Your instructions: Copy out all lines from the material that contain the string "hand".

Records to process:
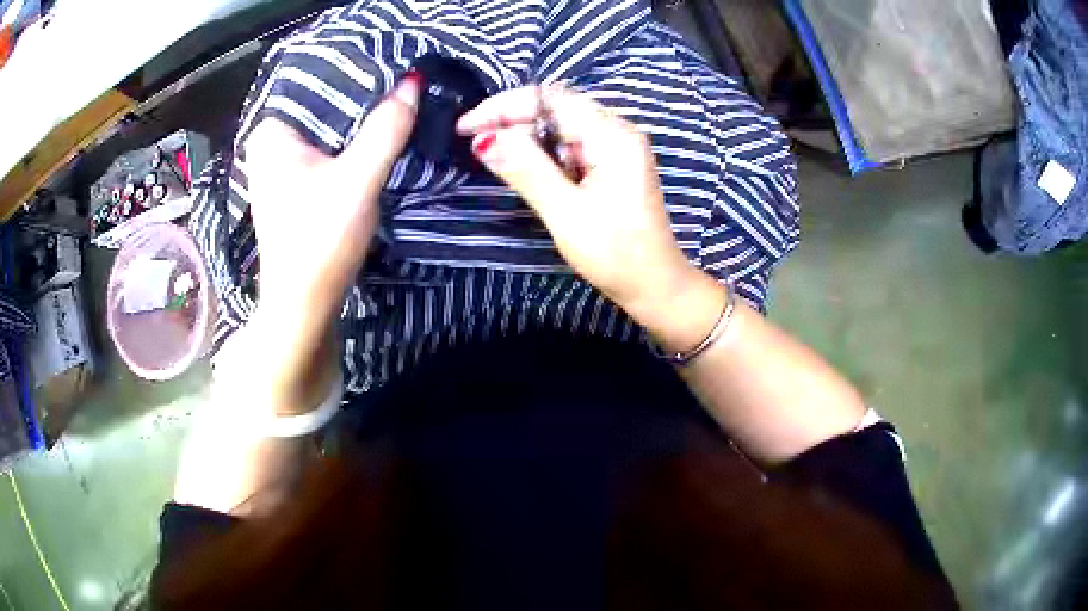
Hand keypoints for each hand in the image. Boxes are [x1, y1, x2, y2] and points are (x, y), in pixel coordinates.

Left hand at [244, 73, 421, 319]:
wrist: (304, 303)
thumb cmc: (320, 239)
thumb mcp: (358, 179)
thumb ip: (386, 128)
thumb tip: (413, 81)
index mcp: (271, 131)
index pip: (318, 83)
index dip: (358, 74)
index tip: (396, 69)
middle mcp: (268, 143)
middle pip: (323, 106)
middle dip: (360, 100)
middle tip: (402, 86)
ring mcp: (278, 166)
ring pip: (326, 129)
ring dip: (357, 124)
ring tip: (395, 106)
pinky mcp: (292, 185)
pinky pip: (325, 149)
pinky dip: (348, 145)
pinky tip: (374, 140)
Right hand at [456, 85, 694, 318]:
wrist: (655, 285)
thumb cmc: (616, 254)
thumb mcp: (565, 212)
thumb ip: (526, 170)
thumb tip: (484, 139)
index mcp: (612, 136)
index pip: (550, 99)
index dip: (504, 107)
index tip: (467, 128)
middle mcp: (617, 132)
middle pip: (555, 108)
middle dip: (512, 120)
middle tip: (475, 145)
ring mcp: (616, 148)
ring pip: (560, 126)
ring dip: (525, 137)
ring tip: (493, 156)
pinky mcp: (612, 165)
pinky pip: (570, 146)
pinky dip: (542, 152)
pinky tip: (523, 167)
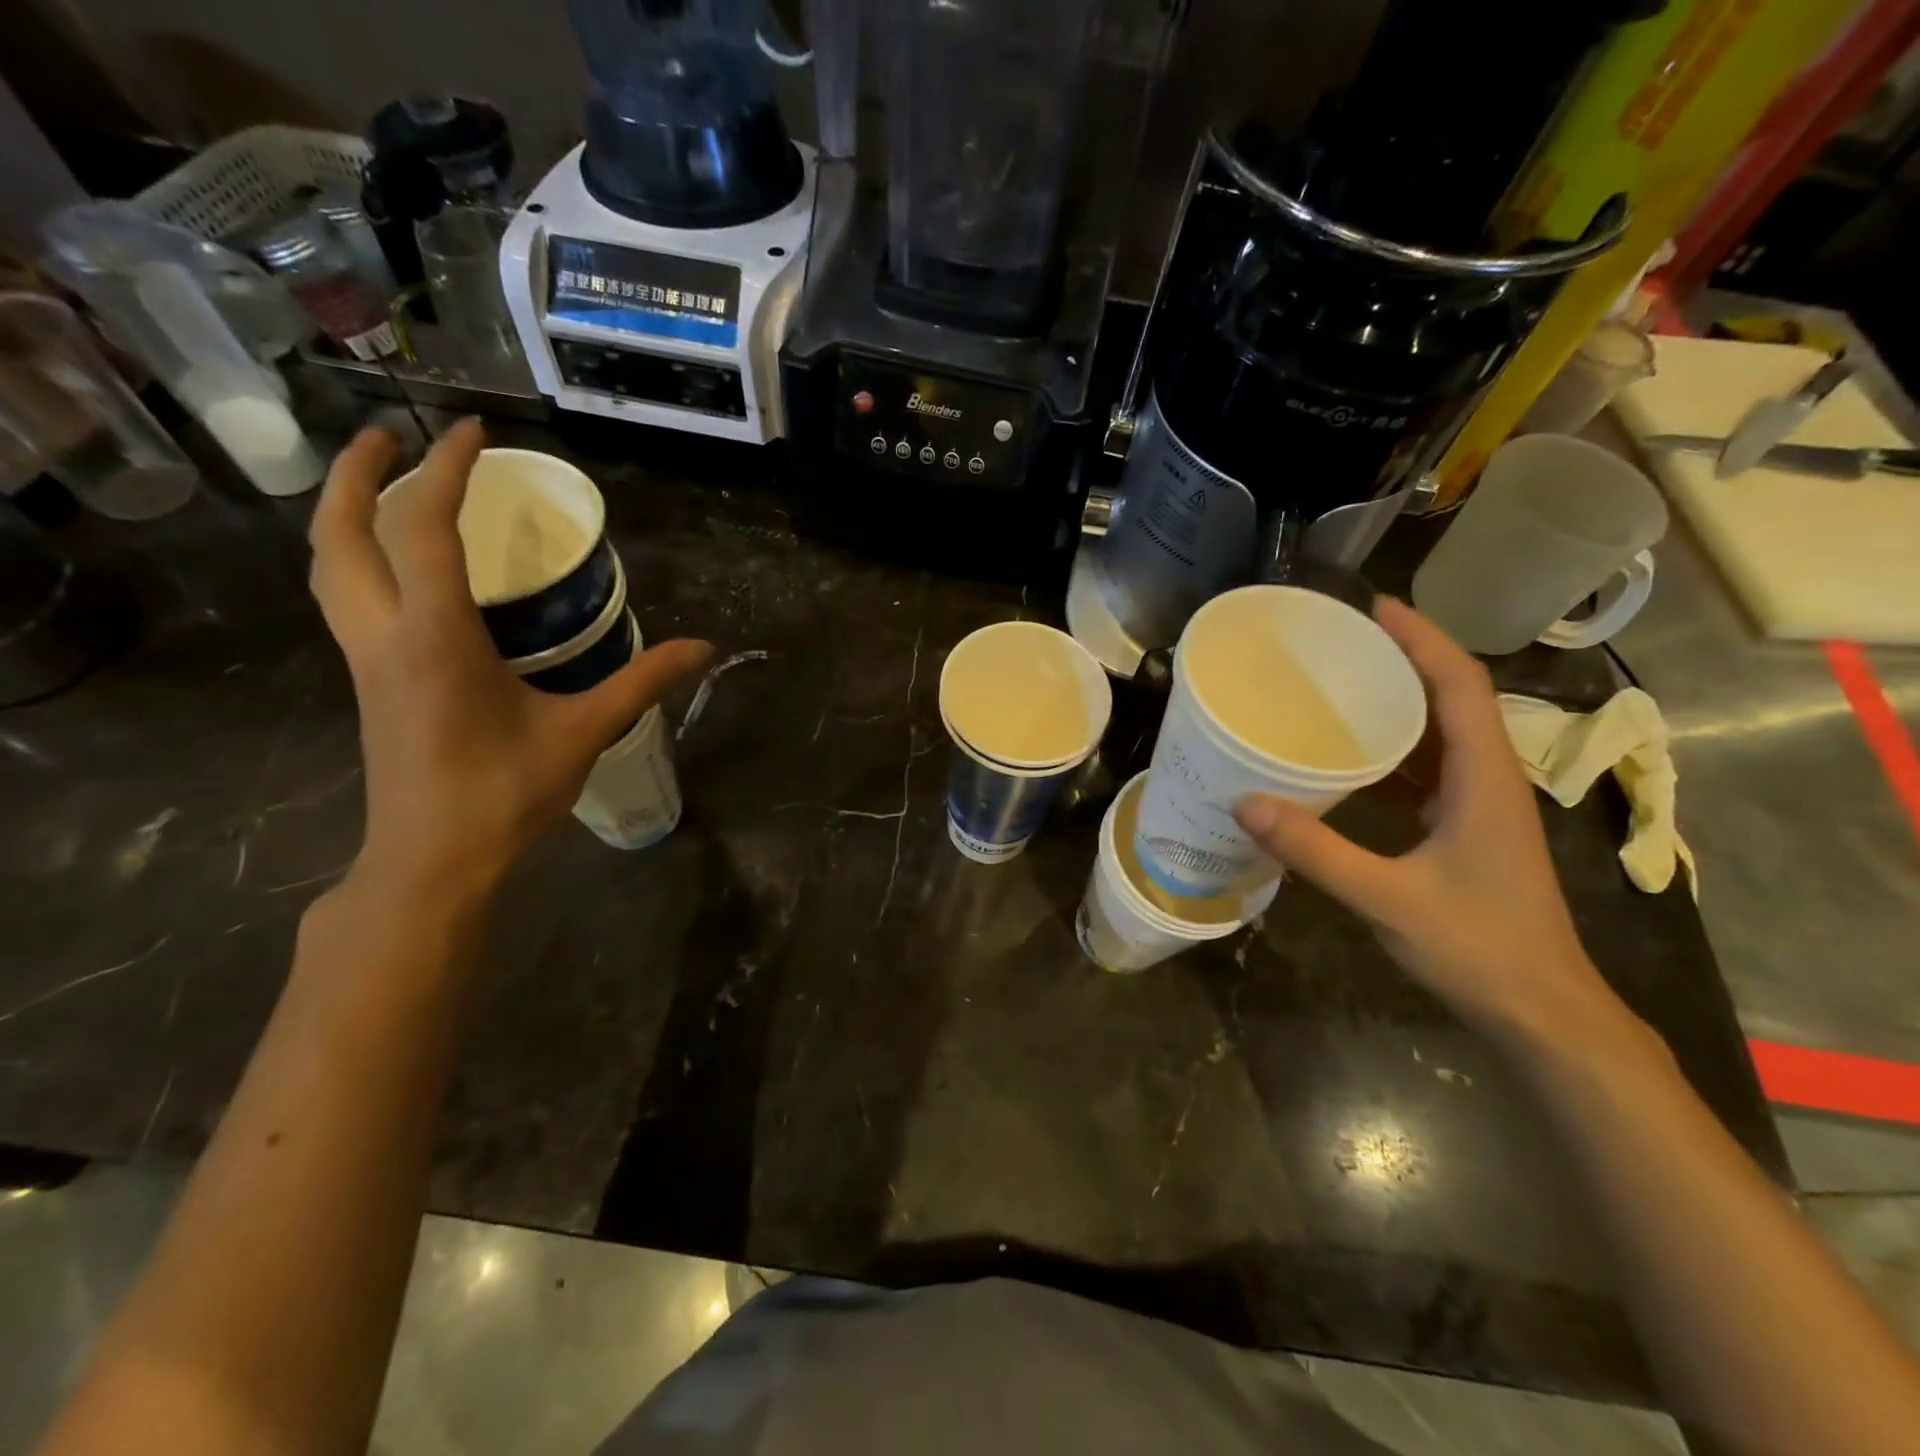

Result:
Hand keypoints for each hand in the image. Boxes are [x1, y1, x2, y2] and points are (x, y), in pixel coordinates.
Left hand at [244, 73, 421, 319]:
Right hand at [456, 85, 694, 318]:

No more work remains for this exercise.